OPINION: It is remarkable how quickly global events have appeared in the rear-view mirror and caught up with Big Oil — not least, it seems, at Shell.
In June 2019, the Anglo-Dutch supermajor outlined a 2025 strategy that promised $125 billion or more of cumulative distributions and investment of about $30 billion, of which about 12% was to be allocated to renewables and low-carbon energy.
Within less than a year, as analysts at Redburn pointed out, the weaker commodity price environment coupled with the Covid-19 pandemic had “undermined all the key pillars of this strategy”.
In April, Shell showed quick and decisive action, becoming the first of the large oil companies to cut its dividend, the first time the supermajor had done so in almost 80 years.
The 113-year-old oil and gas company in the following months unveiled plans to become carbon neutral by 2050 and in June said it was embarking on a programme to reshape its business.
UK peer BP was later than Shell in cutting its dividend, slashing it in half in August.
But since then, under new chief executive Bernard Looney — who is without doubt intent on putting his stamp on the company after the departure of long-time predecessor Bob Dudley — BP has appeared the more progressive of the two.
BP has already revealed specifics about its own strategy revamp, holding a three-day online event last month during which management fleshed out the details for becoming an integrated energy company capable of reaching its own goal of net-zero carbon emissions by 2050.
Within 10 years, it aims to increase its annual low-carbon investment 10-fold to about $5 billion and increase renewable generating capacity 20-fold to reach 50 gigawatts.
A parallel commitment to reduce oil and gas production by 40% in the same period will be driven by criteria that prioritise cashflow and returns.
Full details of Shell's plans will not be available until its annual strategy day in February.
Some questions have appeared in the media on whether Shell chief executive Ben van Beurden is now scrambling to catch up.
By comparison, full details of Shell's plans will not be available until its annual strategy day in February.

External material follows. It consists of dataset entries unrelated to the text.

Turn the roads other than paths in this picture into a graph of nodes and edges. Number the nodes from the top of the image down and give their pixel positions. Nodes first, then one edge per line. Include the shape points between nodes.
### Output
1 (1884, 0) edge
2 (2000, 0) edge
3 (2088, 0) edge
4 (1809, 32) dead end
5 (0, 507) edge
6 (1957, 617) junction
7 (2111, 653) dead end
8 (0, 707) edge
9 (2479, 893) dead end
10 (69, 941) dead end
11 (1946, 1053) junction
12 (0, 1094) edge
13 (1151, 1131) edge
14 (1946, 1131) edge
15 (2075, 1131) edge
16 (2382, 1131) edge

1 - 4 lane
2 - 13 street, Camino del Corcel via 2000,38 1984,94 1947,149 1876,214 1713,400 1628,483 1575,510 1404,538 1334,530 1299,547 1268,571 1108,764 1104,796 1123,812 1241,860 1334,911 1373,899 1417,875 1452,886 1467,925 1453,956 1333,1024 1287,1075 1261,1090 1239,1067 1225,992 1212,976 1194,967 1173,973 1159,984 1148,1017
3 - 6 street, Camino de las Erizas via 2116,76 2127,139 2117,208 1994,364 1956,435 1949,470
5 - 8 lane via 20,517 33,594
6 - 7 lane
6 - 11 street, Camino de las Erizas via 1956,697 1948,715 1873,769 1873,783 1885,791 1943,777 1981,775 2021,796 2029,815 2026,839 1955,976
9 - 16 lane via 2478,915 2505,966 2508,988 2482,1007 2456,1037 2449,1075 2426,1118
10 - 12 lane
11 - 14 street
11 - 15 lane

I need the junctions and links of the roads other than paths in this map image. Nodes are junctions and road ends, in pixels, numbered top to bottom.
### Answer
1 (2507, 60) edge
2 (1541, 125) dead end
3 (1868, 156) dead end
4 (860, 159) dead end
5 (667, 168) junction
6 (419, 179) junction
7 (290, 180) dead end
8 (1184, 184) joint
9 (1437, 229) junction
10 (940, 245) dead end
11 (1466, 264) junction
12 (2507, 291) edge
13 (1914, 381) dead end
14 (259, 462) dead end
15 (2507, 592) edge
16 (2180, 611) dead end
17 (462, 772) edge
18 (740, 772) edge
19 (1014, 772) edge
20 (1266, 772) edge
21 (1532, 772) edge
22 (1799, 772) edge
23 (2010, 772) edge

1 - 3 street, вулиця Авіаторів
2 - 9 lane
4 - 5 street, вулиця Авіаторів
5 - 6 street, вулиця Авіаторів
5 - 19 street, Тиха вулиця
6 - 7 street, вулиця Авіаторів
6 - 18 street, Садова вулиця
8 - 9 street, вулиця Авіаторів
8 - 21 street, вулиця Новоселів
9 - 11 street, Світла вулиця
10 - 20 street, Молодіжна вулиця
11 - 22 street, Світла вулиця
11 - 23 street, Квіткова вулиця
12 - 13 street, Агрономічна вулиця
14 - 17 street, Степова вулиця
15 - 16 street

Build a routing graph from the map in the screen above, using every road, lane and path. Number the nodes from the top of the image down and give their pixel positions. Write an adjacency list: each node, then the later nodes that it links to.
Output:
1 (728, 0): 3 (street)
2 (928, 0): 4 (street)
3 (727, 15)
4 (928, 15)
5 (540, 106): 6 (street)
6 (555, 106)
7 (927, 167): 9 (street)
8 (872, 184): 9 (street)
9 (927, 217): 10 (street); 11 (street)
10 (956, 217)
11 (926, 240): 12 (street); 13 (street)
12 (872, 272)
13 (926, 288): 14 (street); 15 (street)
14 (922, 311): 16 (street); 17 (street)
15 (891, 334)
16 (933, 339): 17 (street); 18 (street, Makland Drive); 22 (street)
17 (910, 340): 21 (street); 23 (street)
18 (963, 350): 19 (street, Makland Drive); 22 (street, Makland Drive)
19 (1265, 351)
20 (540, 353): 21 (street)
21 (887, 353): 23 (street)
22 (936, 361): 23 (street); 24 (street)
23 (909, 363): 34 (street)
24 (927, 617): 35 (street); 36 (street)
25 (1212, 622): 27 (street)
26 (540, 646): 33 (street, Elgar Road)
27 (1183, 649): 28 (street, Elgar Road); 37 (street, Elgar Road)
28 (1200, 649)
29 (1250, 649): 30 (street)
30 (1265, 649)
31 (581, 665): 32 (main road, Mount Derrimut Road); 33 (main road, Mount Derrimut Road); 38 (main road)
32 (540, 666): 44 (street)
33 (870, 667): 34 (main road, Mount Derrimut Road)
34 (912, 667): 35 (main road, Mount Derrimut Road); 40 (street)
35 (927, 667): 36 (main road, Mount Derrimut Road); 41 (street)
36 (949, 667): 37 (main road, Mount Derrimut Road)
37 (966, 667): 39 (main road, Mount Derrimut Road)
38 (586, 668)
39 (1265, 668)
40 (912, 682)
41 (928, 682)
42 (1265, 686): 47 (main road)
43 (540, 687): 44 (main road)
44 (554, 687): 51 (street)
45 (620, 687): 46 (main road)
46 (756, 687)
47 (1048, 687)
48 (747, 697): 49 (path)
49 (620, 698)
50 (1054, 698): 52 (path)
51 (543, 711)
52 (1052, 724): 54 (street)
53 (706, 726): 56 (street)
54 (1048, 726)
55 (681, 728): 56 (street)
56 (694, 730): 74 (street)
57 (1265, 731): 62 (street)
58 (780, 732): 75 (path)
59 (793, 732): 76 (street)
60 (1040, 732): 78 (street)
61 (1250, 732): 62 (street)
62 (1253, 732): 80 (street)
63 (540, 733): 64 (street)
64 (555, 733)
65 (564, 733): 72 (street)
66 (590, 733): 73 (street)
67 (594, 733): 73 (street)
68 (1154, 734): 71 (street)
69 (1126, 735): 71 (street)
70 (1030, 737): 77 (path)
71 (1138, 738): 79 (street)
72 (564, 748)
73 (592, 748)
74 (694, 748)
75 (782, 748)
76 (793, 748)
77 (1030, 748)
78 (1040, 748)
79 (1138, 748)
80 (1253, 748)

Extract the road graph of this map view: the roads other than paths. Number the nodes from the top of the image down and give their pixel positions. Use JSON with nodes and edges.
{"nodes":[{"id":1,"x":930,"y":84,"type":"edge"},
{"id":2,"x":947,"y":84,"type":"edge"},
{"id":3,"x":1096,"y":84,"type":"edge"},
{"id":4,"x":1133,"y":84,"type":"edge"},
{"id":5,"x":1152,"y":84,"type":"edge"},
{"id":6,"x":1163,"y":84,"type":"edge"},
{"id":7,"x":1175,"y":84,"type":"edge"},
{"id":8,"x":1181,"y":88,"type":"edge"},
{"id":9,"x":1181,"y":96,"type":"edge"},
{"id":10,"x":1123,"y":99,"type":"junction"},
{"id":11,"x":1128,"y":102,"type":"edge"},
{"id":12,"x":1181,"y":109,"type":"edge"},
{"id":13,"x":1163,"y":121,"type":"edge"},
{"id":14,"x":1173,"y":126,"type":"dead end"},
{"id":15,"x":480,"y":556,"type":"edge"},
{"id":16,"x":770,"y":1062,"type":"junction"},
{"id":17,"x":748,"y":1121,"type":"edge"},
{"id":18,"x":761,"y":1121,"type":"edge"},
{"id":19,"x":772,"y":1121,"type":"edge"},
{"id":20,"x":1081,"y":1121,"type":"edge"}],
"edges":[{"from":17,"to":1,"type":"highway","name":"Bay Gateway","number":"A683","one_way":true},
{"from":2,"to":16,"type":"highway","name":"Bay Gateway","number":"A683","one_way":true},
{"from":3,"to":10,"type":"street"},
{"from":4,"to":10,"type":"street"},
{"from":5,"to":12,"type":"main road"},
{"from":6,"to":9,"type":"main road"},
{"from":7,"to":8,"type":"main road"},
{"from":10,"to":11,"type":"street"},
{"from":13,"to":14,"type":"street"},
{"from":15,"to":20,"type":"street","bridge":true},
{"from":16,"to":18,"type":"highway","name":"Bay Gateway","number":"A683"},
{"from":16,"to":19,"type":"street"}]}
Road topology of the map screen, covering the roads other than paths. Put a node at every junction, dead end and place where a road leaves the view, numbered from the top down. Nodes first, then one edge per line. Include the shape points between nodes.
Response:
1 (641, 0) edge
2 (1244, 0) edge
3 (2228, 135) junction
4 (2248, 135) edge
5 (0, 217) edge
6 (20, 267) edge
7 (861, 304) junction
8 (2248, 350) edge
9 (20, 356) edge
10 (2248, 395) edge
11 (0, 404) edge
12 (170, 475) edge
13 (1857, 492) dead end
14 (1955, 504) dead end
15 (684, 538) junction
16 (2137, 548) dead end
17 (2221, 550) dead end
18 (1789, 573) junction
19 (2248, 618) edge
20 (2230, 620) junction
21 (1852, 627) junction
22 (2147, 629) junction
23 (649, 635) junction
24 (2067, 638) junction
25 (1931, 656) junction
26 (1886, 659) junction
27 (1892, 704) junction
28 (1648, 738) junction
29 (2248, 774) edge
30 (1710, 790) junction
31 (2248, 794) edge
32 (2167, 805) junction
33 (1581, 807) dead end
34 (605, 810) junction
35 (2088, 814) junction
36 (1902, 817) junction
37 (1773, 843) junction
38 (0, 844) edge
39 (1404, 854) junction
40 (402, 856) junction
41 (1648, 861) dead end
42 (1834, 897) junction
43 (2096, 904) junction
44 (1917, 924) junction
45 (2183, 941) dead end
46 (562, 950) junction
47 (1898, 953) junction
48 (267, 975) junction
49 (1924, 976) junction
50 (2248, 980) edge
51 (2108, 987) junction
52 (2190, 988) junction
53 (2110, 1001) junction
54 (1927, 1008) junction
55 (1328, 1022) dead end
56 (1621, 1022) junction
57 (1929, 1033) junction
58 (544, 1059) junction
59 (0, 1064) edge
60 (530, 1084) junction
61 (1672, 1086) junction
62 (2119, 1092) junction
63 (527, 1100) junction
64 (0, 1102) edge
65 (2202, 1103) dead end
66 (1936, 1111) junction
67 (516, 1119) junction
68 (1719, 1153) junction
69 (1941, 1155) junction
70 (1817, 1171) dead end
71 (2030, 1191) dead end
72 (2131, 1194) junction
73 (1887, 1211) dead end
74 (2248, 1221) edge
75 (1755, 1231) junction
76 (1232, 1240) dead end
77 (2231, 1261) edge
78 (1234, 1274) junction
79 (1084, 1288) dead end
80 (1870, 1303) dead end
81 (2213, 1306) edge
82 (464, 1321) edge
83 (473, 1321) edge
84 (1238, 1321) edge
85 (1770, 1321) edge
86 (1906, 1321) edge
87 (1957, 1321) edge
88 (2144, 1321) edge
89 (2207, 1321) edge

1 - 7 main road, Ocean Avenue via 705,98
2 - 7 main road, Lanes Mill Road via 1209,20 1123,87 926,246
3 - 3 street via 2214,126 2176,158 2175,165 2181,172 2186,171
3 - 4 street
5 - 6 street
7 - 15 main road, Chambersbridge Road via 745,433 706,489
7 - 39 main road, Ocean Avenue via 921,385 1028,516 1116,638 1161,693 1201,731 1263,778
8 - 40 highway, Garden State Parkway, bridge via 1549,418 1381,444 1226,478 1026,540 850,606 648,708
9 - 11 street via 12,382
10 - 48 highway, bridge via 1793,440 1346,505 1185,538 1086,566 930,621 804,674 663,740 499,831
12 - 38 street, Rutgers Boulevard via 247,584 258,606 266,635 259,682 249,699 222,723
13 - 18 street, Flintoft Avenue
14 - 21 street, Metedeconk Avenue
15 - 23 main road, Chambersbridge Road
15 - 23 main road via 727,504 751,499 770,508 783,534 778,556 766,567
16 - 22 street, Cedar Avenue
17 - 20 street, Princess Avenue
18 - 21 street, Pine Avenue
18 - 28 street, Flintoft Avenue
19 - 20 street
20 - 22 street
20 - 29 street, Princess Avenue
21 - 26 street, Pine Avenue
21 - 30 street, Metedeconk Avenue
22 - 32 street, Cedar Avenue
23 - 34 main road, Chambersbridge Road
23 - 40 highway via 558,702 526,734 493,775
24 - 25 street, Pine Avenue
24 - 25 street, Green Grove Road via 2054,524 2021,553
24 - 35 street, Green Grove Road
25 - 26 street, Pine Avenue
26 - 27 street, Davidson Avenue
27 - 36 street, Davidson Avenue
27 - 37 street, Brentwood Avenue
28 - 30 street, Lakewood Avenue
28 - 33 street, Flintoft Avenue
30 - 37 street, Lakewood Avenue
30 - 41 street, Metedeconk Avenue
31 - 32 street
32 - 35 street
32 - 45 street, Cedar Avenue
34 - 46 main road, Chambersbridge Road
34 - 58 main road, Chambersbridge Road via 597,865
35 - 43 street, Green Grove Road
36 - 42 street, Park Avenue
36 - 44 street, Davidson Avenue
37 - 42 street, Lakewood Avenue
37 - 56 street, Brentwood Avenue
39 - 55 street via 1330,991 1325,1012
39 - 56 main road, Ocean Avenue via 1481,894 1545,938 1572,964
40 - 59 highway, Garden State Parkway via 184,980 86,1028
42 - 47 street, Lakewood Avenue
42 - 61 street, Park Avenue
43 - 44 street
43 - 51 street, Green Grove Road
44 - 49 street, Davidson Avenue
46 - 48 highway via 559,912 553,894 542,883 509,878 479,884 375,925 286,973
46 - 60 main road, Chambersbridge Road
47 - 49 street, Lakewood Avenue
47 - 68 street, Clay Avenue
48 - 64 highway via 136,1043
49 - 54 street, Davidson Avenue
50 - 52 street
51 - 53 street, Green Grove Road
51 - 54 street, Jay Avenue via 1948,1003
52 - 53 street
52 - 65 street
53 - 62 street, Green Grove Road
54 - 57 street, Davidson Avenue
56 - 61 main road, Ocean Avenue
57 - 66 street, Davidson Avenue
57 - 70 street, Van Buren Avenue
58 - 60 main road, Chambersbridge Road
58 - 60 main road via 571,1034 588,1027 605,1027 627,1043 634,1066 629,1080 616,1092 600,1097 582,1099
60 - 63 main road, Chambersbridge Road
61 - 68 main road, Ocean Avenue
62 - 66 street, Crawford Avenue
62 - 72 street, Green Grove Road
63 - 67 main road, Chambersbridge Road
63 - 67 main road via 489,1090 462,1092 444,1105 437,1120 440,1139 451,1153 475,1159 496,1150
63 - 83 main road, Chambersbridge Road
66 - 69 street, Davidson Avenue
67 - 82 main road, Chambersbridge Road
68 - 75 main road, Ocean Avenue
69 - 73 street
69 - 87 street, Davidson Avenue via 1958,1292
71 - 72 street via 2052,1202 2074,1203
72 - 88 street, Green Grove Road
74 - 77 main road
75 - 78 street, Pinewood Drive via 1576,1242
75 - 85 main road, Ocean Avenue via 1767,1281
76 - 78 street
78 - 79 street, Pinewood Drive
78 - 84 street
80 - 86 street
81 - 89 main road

However, it is perhaps unfair to draw comparisons, given the different capital cycles of the two companies.
Shell last week teased elements of Project Reshape, the new strategy it plans to adopt to thrive in the energy transition.
Plans call for job cuts of between 7000 and 9000 — about 8.5% to 11% of its global 83,000-strong workforce.
This “reduced organisational complexity” will help deliver annual cost savings of between $2 billion and $2.5 billion by 2022, Shell said.
In contrast with BP, Shell appears more wedded to maintaining upstream production, although both companies will use their oil and gas dollars to underpin the financial strength needed to invest in lower-carbon products.
Van Beurden said last week that if Shell wants to succeed “as an integral part of society heading towards a net-zero world”, then “now is the time to accelerate”.
He also noted, however, that “in a company as big as Shell, even a strong rate of growth can be hard to notice”.
“But we are accelerating,” he insisted.
Indeed, working out exactly how fast Shell is travelling towards the energy transition is perhaps difficult to perceive from the outside.
But any slip in momentum could mean the industry heavyweight gets left behind.